START Data extract
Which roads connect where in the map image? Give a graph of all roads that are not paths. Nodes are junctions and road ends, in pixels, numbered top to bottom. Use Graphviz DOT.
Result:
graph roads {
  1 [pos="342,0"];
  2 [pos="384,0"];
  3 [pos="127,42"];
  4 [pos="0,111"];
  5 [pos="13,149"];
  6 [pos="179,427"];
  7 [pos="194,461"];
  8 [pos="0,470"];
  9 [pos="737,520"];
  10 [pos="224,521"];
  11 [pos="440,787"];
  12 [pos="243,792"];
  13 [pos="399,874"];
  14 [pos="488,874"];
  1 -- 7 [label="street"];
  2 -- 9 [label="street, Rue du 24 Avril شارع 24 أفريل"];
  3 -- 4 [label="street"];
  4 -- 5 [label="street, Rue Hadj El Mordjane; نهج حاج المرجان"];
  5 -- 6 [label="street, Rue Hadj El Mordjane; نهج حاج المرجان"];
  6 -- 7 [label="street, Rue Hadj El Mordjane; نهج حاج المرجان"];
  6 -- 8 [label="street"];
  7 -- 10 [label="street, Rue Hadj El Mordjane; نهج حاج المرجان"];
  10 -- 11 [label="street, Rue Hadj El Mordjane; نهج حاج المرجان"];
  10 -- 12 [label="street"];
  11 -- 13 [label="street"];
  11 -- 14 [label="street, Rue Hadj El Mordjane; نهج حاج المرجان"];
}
END Data extract
#### Work required
Please print out every entry again, exactly as it reads.

#### Exercise answer
Which roads connect where in the map image? Give a graph of all roads that are not paths. Nodes are junctions and road ends, in pixels, numbered top to bottom. Use Graphviz DOT.
Result:
graph roads {
  1 [pos="342,0"];
  2 [pos="384,0"];
  3 [pos="127,42"];
  4 [pos="0,111"];
  5 [pos="13,149"];
  6 [pos="179,427"];
  7 [pos="194,461"];
  8 [pos="0,470"];
  9 [pos="737,520"];
  10 [pos="224,521"];
  11 [pos="440,787"];
  12 [pos="243,792"];
  13 [pos="399,874"];
  14 [pos="488,874"];
  1 -- 7 [label="street"];
  2 -- 9 [label="street, Rue du 24 Avril شارع 24 أفريل"];
  3 -- 4 [label="street"];
  4 -- 5 [label="street, Rue Hadj El Mordjane; نهج حاج المرجان"];
  5 -- 6 [label="street, Rue Hadj El Mordjane; نهج حاج المرجان"];
  6 -- 7 [label="street, Rue Hadj El Mordjane; نهج حاج المرجان"];
  6 -- 8 [label="street"];
  7 -- 10 [label="street, Rue Hadj El Mordjane; نهج حاج المرجان"];
  10 -- 11 [label="street, Rue Hadj El Mordjane; نهج حاج المرجان"];
  10 -- 12 [label="street"];
  11 -- 13 [label="street"];
  11 -- 14 [label="street, Rue Hadj El Mordjane; نهج حاج المرجان"];
}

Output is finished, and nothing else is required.